I arrive at work about 9:50, walk back to my tiny office, greet Shirley with a smile and ask how she is. “Not very good,” she replies dourly and her eyes move toward the radio. NPR has already announced that both towers have been hit, then the Pentagon, and then a tower collapsed.

I surrender to this surreal world slowly. I drop into my seat and stare at my black computer monitor as the story unfolds, a radio drama that is incomprehendable. My eyes keep welling with tears and my heart and gut swell with fear and pain until I think they will burst. Suddenly I want my son back, to be near him and listen together to this horrific news, to hug him one more time. My body wants to jump in my car and catch up to him on I-81N, yet I remain frozen to my chair. I begin to think about the rest of my family, which is spread from New York to Florida.

My daughter, Polly, is in Rochester… she’s asleep right now because she works late into the night at the newspaper. She should be far enough away from this, but who knows what will happen next? My God, now a plane has crashed in Pennsylvania. Is that a coincidence? How could it be? But why did it crash? Polly’s okay…. I won’t call her and wake her up – yet.

My youngest daughter in Florida… is she okay? I think so. She’s at work, just started this new job today and I don’t know the phone number yet. But she’s okay. Yes. I’m sure Susan’s okay. She has to be.

Then I think of Mom and my sisters, 70 miles from Manhattan, out on Long Island. Can I get through by phone? I dial and, amazingly, the call goes through as if nothing in the world is wrong, Mom answers after two brief rings. Her voice is shaky. At 85, she’s frail yet enduring well. She is weepy. “I had to turn off the tv. I can’t bear to watch it – it’s so terrible.” Her voice breaks. We talk briefly, to touch base, to reassure the other that we are both okay, and promise to talk more later.

I begin to listen again. The radio gives me no visual images yet I know that many people’s lives have exploded, in one brief gruesome instant and then another and then yet another, from life to death. Gone. Forever. In a split second. The lives of everyone who loved them are forever changed. I feel with each new crash that I have slammed into concrete. I become more and more numb with each new announcement until I feel that I am not really there at all – in my office listening to my radio.

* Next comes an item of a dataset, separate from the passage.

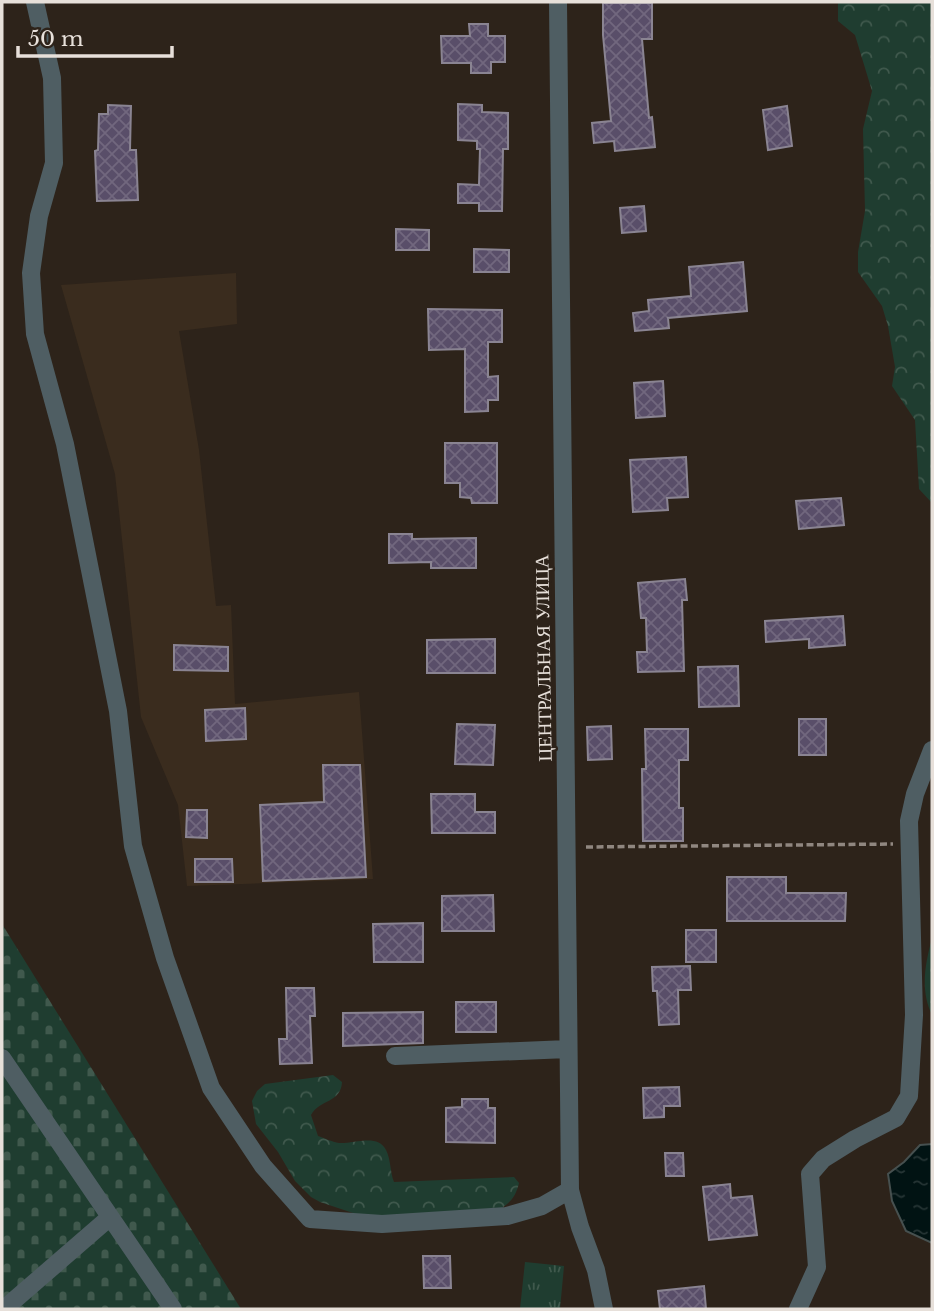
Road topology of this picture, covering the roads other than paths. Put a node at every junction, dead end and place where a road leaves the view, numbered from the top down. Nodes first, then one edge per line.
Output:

Yet fresh tears well up in my eyes with each new announcement. And then I find I have slipped back three decades and connected to the unbearable pain of the sudden and unexpected death of a man I loved so much. And a few years later, my young son’s death. I realize that the anguish and pain and despair I felt then for my own losses is the same as the anguish and pain and despair I feel right now for each person taken from us today.

We are all interconnected. What each mother, father, brother sister, child, friend, lover, spouse has lost today – we have all lost. I do not know their names or faces yet but I ache and I mourn as if each was known to me and deeply loved by me.

In the midst of this crazy, upsidedown and terrifying world, my heart and my arms reach out. We are all one.